Release date: April 2, 2018
macgenie: 00:00:11 Hey it’s Micro Monday again, the weekly microcast where we get to know members of the Micro.blog community. I’m Jean MacDonald, community manager here at Micro.blog, and I am very happy to welcome Patrick Rhone to the podcast, also known on my Micro.blog as @patrickrhone.
patrickrhone: 00:00:31 I’m Patrick Rhone everywhere. I find it’s so much easier because it cuts through all the explanation. Just get right to it. Who are you? I’m Patrick Rhone.
macgenie: 00:00:42 It’s handy. Unfortunately for me, I picked my handle back 10 plus years ago when I thought it might be important not to have my name out there in social media, because it was new and I was a little afraid of it.
patrickrhone: 00:00:59 Understood.
macgenie: 00:01:00 Let’s us get right into it and talk about Micro.blog. I’d love to know how you heard about Micro.blog.
patrickrhone: 00:01:10 Strangely enough, I probably heard about it on Twitter but I don’t know. It’s one of those things. I never remember where I hear about things from. This is the reason why there is such a lack of “via”s and hat tips on my site. It’s like I have no idea where this thing came from, it just showed up, you know? And now, thinking back on it, it might have been Andy Baio’s Waxy.org, which is a long running…, I would call that a microblog even though I don’t know if he’s on Micro.blog. But yeah somewhere on the interwebs.

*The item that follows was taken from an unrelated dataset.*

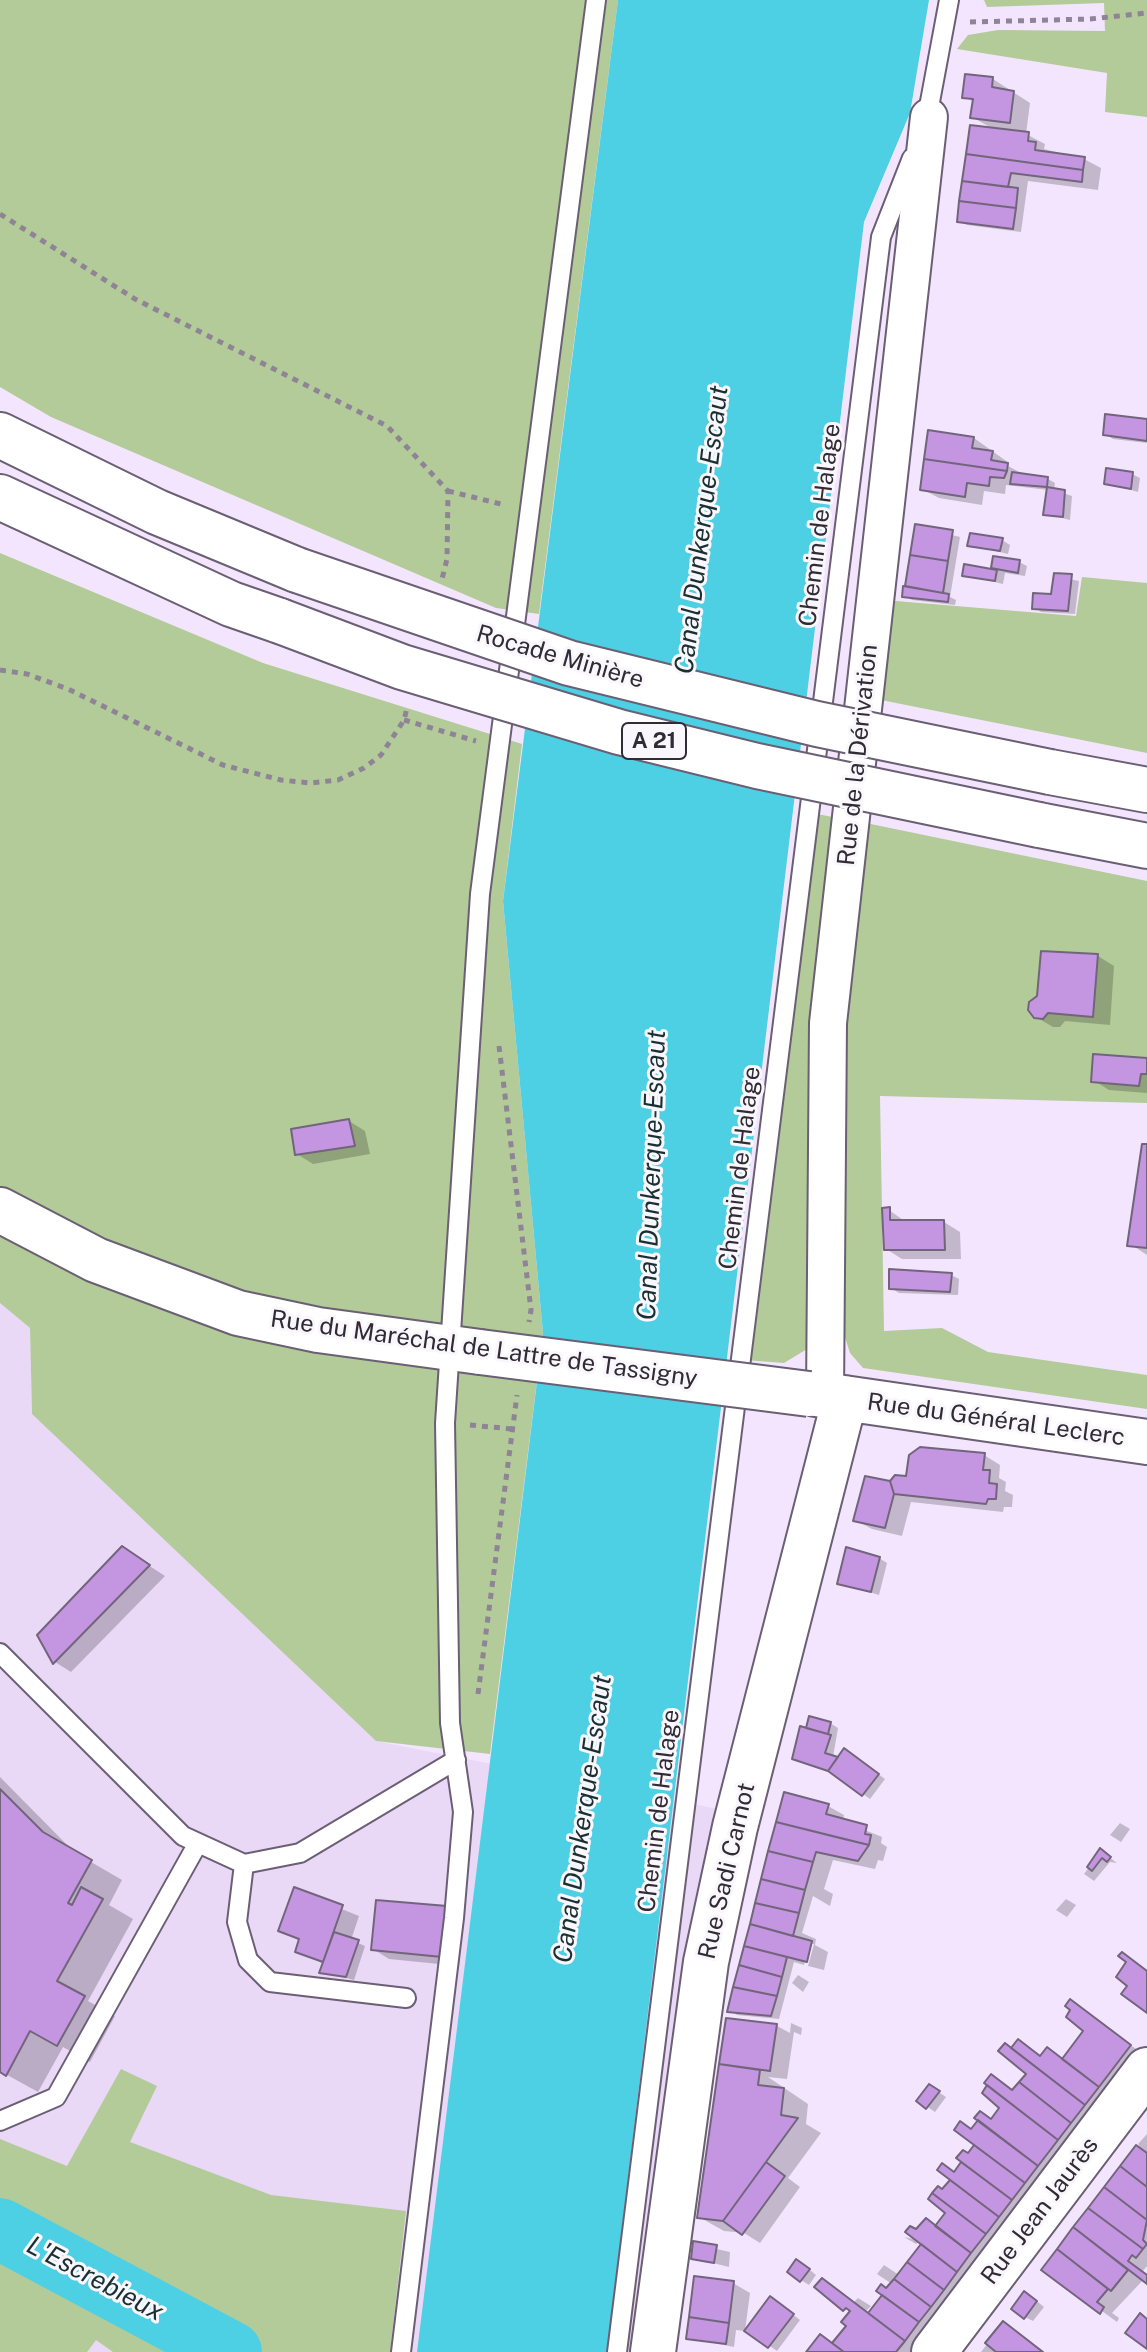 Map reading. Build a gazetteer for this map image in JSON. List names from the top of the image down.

patrickrhone: 00:01:52 Oh, there’s a Kickstarter for this thing, and this thing looks a lot like something that I’ve either A) wanted to do for a while or B) actually have set up already in some way, shape, or form. Let’s see how this will turn out.
macgenie: 00:02:08 That’s true. It is part of the interwebs, and not surprising at all if you heard about it on Twitter. I know that Twitter, love it or hate it, it has been my source of news on things like Micro.blog for a long time.
patrickrhone: 00:02:25 There’s a lot of things, certain websites that I’ve long followed for stuff like this, whether it be Boing Boing, or Waxy.org, or Kottke, which tend to link to interesting things like this. I saw the Kickstarter, and said sign me up. Forked over some money.
macgenie: 00:02:53 We appreciate that support for sure, and I would love to know how you’re using your microblog, which is patrickrhone.micro.blog.
patrickrhone: 00:03:07 Well, there is that, but actually my true microblog and what’s actually connected to Micro.blog is patrickrhone.net. And patrickrhone.net is, as of say last December or so, my full-time blog. That’s where I blog everything, after having blogged for almost 15 years at patrickrhone.com. And there’s probably some people asking at this point , “Wait, why why did you do this new thing?” I’ll try to make some very long stories short.
patrickrhone: 00:04:07 Essentially know I had patrickrhone.com for many many years. I decided to take an online sabbatical for a year that actually lasted about 9 months, not quite. The intent was to take a step back from online publishing. I’m a writer. I’ve written six books. I’ve been blogging for 15 years but I was writing long before this thing called the internet was something that a normal person could publish to. As a matter of fact, I’ve been writing long before this thing called the Internet actually really existed, because I’m an old guy. So part of my interest in that was trying to see how much has the ability to publish anything anytime I want, how has that changed my writing, and what happens if I remove that. As a creative person, I’m always interested in playing around with constraints. As a history buff, I’m always interested to find out what it would be like to go back and take away those things, those tools that we now have that make things easy. What was it like before that? And so that’s what I did. During that time and what caused me to come back was I had a fairly serious personal events happen over the course of that year that led me to have a sense, a need for the community that the Internet provides and that I missed.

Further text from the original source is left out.